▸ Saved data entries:
BEGIN
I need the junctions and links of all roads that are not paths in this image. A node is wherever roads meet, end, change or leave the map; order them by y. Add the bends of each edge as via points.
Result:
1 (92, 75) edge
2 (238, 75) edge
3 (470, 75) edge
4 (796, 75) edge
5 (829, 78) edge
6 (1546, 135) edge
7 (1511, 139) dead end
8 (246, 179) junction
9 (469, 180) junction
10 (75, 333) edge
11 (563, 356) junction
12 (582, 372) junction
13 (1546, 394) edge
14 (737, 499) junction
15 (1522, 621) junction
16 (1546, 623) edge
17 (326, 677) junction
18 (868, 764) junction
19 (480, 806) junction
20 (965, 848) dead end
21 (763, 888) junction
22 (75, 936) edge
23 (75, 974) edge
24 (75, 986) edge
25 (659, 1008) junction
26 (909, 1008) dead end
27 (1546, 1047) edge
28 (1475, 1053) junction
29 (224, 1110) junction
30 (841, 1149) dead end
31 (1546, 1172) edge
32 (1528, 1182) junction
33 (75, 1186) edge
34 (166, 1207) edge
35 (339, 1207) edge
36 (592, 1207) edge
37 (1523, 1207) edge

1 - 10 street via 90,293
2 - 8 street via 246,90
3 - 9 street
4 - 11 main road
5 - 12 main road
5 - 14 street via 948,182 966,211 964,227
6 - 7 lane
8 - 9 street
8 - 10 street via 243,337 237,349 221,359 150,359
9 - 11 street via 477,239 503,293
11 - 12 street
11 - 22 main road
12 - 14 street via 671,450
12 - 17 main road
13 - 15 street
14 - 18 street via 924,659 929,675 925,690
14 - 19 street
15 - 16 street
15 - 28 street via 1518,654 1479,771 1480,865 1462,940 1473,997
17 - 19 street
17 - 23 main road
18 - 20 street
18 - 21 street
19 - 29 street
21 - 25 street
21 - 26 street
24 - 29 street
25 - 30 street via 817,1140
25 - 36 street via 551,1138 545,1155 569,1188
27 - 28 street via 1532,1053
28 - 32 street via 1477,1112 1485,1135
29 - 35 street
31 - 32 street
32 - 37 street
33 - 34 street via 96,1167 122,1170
END
▸ PROBLEM STATEMENT:
Retype all of the data shown above, word for word.

▸ ANSWER SECTION:
I need the junctions and links of all roads that are not paths in this image. A node is wherever roads meet, end, change or leave the map; order them by y. Add the bends of each edge as via points.
Result:
1 (92, 75) edge
2 (238, 75) edge
3 (470, 75) edge
4 (796, 75) edge
5 (829, 78) edge
6 (1546, 135) edge
7 (1511, 139) dead end
8 (246, 179) junction
9 (469, 180) junction
10 (75, 333) edge
11 (563, 356) junction
12 (582, 372) junction
13 (1546, 394) edge
14 (737, 499) junction
15 (1522, 621) junction
16 (1546, 623) edge
17 (326, 677) junction
18 (868, 764) junction
19 (480, 806) junction
20 (965, 848) dead end
21 (763, 888) junction
22 (75, 936) edge
23 (75, 974) edge
24 (75, 986) edge
25 (659, 1008) junction
26 (909, 1008) dead end
27 (1546, 1047) edge
28 (1475, 1053) junction
29 (224, 1110) junction
30 (841, 1149) dead end
31 (1546, 1172) edge
32 (1528, 1182) junction
33 (75, 1186) edge
34 (166, 1207) edge
35 (339, 1207) edge
36 (592, 1207) edge
37 (1523, 1207) edge

1 - 10 street via 90,293
2 - 8 street via 246,90
3 - 9 street
4 - 11 main road
5 - 12 main road
5 - 14 street via 948,182 966,211 964,227
6 - 7 lane
8 - 9 street
8 - 10 street via 243,337 237,349 221,359 150,359
9 - 11 street via 477,239 503,293
11 - 12 street
11 - 22 main road
12 - 14 street via 671,450
12 - 17 main road
13 - 15 street
14 - 18 street via 924,659 929,675 925,690
14 - 19 street
15 - 16 street
15 - 28 street via 1518,654 1479,771 1480,865 1462,940 1473,997
17 - 19 street
17 - 23 main road
18 - 20 street
18 - 21 street
19 - 29 street
21 - 25 street
21 - 26 street
24 - 29 street
25 - 30 street via 817,1140
25 - 36 street via 551,1138 545,1155 569,1188
27 - 28 street via 1532,1053
28 - 32 street via 1477,1112 1485,1135
29 - 35 street
31 - 32 street
32 - 37 street
33 - 34 street via 96,1167 122,1170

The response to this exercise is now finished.